I've seen several burlesque shows and I have no problem with women who enjoy performing that style - but it's undeniably stripping. All the shows I've seen have, at some point, involved the performer wearing nothing but a couple of pasties and a tiny triangle (how do they keep that on, by the way??).

I agree it's not like modern stripping - which is basically, get your kit off in the first minute then writhe around suggestively - but it's definitely the same as the strip-tease of twenty or thirty years ago.

Stripping today is completely about getting clothes off asap as you say. And that's where Burlesque differs because it's not always about removing clothing (although that's often a part of it) - here's a definition from Merriam Webster

Etymology: comic, droll, from French, Italian, 'burla' - joke
- a literary or dramatic work that seeks to ridicule by means of exaggeration or comic imitation
- mockery usually by caricature
- theatrical entertainment of a broadly humorous often earthy character, consisting of short turns, comic skits, and sometimes strip tease

This is the Encyclopedia Brittanica link

Burlesque can also be about comedy, parody, with that suggestive and earthy nature where rude jokes are fine!

To keep the pasties on, they use doublesided tape btw! But I do NOT know how they manage to swing the tassles in two directions. Mine I'm sure would only point to the floor in despair!
 

adiemus

New member
I meant to say too, that a lot of belly dance undoubtedly has the 'look but don't touch' feel about it in the West. especially with a bedlah or tight-fitting dress!
 

adiemus

New member
hmmm. Let me think about this. Yes, in the main they are basically the same. Which is why the 'is the bra the problem' thread is so interesting.

But as I think about ballet, or even modern lyrical, which is incredibly 'do not touch' - and the costuming leaves very little to the imagination - I don't put ballet or modern dance into the 'tease' category.

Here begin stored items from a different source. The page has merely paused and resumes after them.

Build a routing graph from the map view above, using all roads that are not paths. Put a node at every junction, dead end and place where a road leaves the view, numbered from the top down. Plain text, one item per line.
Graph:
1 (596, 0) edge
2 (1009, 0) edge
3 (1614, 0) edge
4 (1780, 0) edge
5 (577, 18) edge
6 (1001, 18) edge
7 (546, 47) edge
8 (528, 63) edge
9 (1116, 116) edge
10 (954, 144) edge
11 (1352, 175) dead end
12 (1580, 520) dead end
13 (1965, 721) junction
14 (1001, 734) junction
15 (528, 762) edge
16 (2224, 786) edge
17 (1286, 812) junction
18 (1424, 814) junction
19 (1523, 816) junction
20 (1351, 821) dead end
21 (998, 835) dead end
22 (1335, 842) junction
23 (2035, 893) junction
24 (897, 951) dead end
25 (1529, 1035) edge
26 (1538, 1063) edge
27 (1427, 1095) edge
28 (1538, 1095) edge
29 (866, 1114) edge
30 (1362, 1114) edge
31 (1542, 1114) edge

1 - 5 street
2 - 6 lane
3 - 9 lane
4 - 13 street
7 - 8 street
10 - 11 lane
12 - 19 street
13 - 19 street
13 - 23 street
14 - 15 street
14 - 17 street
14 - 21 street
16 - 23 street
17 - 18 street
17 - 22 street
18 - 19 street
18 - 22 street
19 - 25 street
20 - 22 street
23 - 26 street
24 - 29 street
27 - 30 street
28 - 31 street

(this is just one example, and pretty modest at that!)http://ux1.eiu.edu/~jkmcfarland/picts/moderndance.jpg

Is it something about the intention? Ballet/modern dance intends to show the body so the movements are visible and clothing isn't restrictive, so it's not really a 'tease'

...and in bellydance, many of the movements need clothing that allows them to be visible too - belly pops don't show so well in a Khaleeghi thobe. BUT this doesn't mean the dancer HAS to wear bra and belt or even skin-tight dress, that's a choice IMHO. So part of this 'tease' imagery is dancers wearing costuming that shows so much - but it's not essential to the dance itself to do so.

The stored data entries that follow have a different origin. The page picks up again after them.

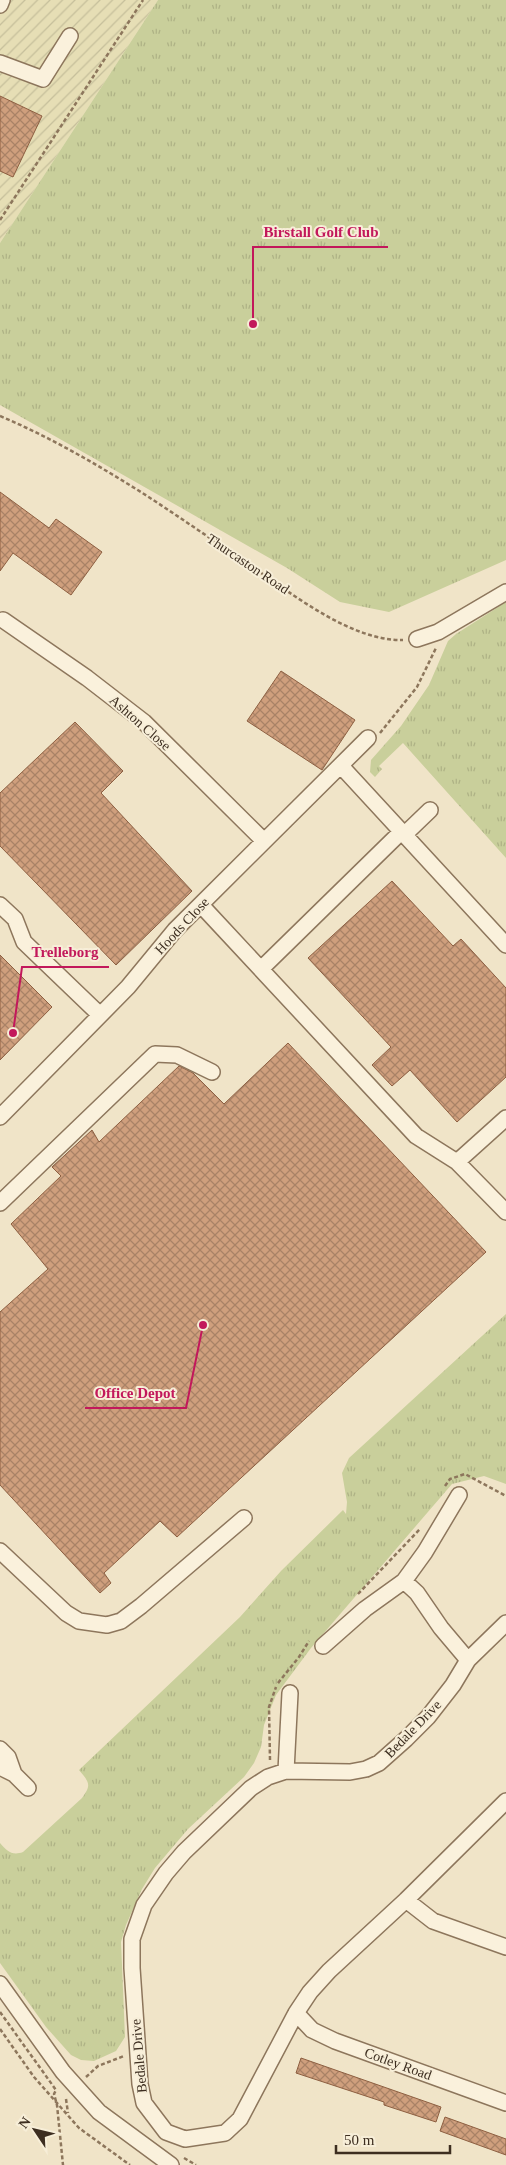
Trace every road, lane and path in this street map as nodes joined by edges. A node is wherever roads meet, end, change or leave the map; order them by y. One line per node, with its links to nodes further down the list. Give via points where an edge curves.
1 (2, 0): 3 (street)
2 (143, 0): 6 (path)
3 (0, 5)
4 (70, 36): 5 (street, via 43,79)
5 (0, 63)
6 (0, 220)
7 (0, 416): 11 (path, Thurcaston Road, via 38,433 144,494 323,613 365,633 385,638)
8 (506, 592): 10 (street)
9 (3, 620): 16 (street, Ashton Close, via 144,722)
10 (438, 632): 11 (street); 12 (path, via 437,646 417,687 379,734)
11 (417, 639)
12 (368, 738): 13 (street, Hoods Close)
13 (341, 766): 15 (street); 16 (street, Hoods Close)
14 (430, 810): 15 (street)
15 (403, 833): 19 (street); 20 (street)
16 (264, 841): 17 (street, Hoods Close)
17 (201, 904): 20 (street); 21 (street, Hoods Close)
18 (0, 905): 21 (street, via 15,920 24,942)
19 (506, 944)
20 (261, 969): 25 (street, via 416,1136)
21 (100, 1015): 23 (street, Hoods Close)
22 (212, 1072): 26 (street, via 177,1056 155,1054)
23 (0, 1116)
24 (506, 1118): 25 (street)
25 (458, 1162): 27 (street)
26 (0, 1203)
27 (506, 1212)
28 (458, 1495): 31 (street)
29 (244, 1518): 30 (street, via 141,1606 121,1621 107,1625 66,1614)
30 (0, 1551)
31 (404, 1581): 33 (street); 34 (street, via 417,1593)
32 (506, 1623): 34 (street, Bedale Drive)
33 (322, 1646)
34 (468, 1660): 38 (street, Bedale Drive, via 428,1717 379,1763 350,1772)
35 (290, 1693): 38 (street)
36 (0, 1749): 39 (street, via 8,1757)
37 (0, 1767): 39 (street)
38 (286, 1771): 48 (street, Bedale Drive, via 251,1788 184,1852 144,1904 132,1939)
39 (14, 1774): 40 (street)
40 (28, 1788)
41 (506, 1801): 42 (street, Bedale Drive)
42 (406, 1900): 43 (street, via 433,1921); 46 (street, Bedale Drive, via 329,1971)
43 (506, 1947)
44 (0, 1984): 56 (street, via 63,2072 100,2112)
45 (0, 2012): 52 (path, via 56,2090)
46 (296, 2013): 48 (street, Bedale Drive, via 240,2119 225,2133 185,2138 166,2132 144,2103); 51 (street, Cotley Road, via 312,2030 335,2041)
47 (0, 2028): 52 (path)
48 (138, 2054): 49 (path, via 119,2057 98,2066)
49 (86, 2076)
50 (66, 2099): 53 (path)
51 (506, 2103)
52 (57, 2105): 53 (path); 54 (path)
53 (68, 2115): 55 (path, via 79,2128)
54 (63, 2165)
55 (130, 2165)
56 (171, 2165)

And hopefully, apart from unwrapping a veil, there is no undressing in bellydance - please!
 

Kharis

New member
hmmm. Let me think about this. Yes, in the main they are basically the same. Which is why the 'is the bra the problem' thread is so interesting.

But as I think about ballet, or even modern lyrical, which is incredibly 'do not touch' - and the costuming leaves very little to the imagination - I don't put ballet or modern dance into the 'tease' category.!

Ballet doesn't lift up garments, or discard garments in a teasing way. It shows the legs and body right from the start in a way that reveals the body parts that are doing the work nothing more.